Opening Season

December 2009
Written By: 
Lydia Dishman
Photographs by: 
Paul Mehaffey

A selection of shuckers for every oyster eater

It’s an old love story. The ancient Greeks served them to encourage imbibing. The Romans brought them over from England, placed them in saltwater pools, and served them with wine and sweets. Native Americans prized them as a dietary staple. And during the Victorian era, Americans bestowed the object of their desire with its very own pet name, “the luscious bivalve.” Far from relegating them to the raw bar, oysters were incorporated into all three meals for stews, soups, patties, and puddings. In return for such reverence, the humble mollusk offered the mystical properties of an aphrodisiac wrapped within a sublime dining experience.

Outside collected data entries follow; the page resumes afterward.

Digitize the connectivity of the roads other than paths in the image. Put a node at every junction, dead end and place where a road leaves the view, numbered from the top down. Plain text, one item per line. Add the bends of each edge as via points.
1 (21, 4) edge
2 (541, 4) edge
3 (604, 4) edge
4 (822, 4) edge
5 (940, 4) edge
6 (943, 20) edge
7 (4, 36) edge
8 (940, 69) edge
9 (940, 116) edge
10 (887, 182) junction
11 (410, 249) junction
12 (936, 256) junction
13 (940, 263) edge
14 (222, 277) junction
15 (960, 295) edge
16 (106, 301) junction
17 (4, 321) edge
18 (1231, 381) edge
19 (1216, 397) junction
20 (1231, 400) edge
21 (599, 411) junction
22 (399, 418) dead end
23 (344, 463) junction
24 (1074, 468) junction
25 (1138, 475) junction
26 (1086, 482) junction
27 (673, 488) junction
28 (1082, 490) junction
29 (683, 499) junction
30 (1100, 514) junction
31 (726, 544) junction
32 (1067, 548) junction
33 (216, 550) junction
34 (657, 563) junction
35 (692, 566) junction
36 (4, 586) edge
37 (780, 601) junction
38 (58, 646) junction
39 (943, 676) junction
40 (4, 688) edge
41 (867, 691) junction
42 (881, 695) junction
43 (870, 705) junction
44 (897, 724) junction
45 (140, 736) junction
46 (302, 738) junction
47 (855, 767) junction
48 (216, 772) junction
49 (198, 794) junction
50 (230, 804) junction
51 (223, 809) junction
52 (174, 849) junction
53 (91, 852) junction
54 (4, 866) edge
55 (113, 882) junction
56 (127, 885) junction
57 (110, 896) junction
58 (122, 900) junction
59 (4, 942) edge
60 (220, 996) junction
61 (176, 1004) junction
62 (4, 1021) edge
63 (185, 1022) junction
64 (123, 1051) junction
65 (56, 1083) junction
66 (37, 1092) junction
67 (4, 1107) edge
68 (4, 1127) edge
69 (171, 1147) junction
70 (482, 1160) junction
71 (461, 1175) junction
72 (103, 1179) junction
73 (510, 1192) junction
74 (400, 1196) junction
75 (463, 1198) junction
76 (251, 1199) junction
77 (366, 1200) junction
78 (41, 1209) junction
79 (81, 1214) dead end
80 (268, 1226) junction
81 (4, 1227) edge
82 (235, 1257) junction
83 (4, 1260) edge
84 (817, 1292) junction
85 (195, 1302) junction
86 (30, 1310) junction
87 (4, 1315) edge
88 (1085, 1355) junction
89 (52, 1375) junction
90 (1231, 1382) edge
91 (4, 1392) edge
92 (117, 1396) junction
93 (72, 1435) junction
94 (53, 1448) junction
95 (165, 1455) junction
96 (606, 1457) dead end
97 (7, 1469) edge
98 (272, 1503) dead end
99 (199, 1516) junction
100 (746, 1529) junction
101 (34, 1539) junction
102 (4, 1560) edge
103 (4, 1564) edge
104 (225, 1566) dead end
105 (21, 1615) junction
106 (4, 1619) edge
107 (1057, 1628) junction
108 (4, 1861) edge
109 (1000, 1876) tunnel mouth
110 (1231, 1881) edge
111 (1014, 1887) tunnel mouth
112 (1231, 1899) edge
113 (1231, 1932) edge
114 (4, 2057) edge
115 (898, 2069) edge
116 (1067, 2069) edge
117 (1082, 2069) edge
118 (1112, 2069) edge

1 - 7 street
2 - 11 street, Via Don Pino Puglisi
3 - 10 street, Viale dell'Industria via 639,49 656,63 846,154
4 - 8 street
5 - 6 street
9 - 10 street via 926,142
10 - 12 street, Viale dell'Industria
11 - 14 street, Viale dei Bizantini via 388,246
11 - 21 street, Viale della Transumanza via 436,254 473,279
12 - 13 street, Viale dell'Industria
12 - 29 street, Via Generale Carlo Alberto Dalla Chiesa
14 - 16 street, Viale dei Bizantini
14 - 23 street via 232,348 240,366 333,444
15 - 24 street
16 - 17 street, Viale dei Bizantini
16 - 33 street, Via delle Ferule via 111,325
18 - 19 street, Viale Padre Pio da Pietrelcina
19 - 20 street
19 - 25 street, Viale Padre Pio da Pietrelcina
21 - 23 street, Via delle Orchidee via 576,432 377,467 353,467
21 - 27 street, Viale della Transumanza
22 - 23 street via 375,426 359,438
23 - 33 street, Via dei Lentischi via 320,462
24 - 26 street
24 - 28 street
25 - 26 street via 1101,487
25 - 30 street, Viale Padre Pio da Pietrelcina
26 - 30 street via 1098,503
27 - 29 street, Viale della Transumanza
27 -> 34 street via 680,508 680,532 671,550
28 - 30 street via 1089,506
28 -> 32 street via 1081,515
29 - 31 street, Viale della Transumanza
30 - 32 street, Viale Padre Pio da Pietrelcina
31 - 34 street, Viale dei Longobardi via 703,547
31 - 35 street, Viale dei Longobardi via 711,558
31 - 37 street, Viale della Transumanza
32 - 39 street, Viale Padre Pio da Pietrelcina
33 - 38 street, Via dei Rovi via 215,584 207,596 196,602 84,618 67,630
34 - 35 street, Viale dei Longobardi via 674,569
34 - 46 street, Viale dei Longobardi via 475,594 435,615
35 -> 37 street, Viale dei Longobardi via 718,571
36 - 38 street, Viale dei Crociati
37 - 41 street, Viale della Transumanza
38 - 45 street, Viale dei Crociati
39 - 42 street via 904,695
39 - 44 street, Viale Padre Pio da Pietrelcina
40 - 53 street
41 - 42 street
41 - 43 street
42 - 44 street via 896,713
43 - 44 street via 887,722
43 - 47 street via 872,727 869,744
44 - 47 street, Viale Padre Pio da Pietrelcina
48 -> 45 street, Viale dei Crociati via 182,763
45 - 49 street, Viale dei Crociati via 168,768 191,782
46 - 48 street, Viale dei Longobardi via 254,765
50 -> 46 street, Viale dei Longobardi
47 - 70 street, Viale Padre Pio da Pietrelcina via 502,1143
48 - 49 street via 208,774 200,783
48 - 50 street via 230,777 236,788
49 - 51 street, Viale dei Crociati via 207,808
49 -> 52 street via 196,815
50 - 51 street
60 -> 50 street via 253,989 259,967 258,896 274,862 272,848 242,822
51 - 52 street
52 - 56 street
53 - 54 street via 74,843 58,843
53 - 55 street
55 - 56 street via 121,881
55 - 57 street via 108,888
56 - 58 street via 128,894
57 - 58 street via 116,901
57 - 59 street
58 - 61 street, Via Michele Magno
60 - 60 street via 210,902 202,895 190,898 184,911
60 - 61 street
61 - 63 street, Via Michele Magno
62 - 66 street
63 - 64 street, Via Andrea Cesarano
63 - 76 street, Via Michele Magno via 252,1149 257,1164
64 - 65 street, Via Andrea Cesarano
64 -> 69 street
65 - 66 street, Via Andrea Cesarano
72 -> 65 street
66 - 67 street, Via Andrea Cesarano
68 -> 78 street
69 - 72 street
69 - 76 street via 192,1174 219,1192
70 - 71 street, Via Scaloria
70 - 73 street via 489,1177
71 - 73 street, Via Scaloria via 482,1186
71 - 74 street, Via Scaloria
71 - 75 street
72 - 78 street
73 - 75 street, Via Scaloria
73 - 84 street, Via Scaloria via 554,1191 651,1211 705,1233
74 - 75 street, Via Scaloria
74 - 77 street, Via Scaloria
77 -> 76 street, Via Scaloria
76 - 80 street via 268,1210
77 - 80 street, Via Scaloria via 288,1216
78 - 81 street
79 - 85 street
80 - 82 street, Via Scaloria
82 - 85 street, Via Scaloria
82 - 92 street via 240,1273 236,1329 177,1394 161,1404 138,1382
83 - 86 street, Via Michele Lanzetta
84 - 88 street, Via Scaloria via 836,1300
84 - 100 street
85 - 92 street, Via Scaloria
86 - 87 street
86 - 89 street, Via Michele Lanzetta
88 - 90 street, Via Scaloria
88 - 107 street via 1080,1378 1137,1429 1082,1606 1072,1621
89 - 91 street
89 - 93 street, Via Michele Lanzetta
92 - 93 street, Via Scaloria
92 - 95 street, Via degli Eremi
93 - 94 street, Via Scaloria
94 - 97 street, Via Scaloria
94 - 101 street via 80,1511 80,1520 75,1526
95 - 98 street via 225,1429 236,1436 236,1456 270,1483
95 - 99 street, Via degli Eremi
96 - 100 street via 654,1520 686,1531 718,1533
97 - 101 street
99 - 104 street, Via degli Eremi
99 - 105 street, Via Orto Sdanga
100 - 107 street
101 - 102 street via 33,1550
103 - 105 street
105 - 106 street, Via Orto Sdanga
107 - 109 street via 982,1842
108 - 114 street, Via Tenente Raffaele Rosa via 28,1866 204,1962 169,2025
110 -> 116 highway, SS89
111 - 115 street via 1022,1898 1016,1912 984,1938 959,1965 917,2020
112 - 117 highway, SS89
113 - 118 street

It’s no coincidence that prime harvest time for oysters begins during the holiday season and ends just after that lover-liest of fêtes, Valentine’s Day, for that is when the ocean cools and slows down the oyster’s metabolism, preserving its best flavor. The course of true love never did run smoothly, so it is no surprise that is takes a little more than coaxing to open an oyster, as they seal themselves tighter when removed from water. Special shucking knives are the best tools for separating shells as thick blades provide enough leverage to crack the hinge.

While most seasoned shuckers prefer wood handles, others are in favor of neoprene. A thick blade is necessary for twisting, but shouldn’t be so sharp it can slice straight through to the other side.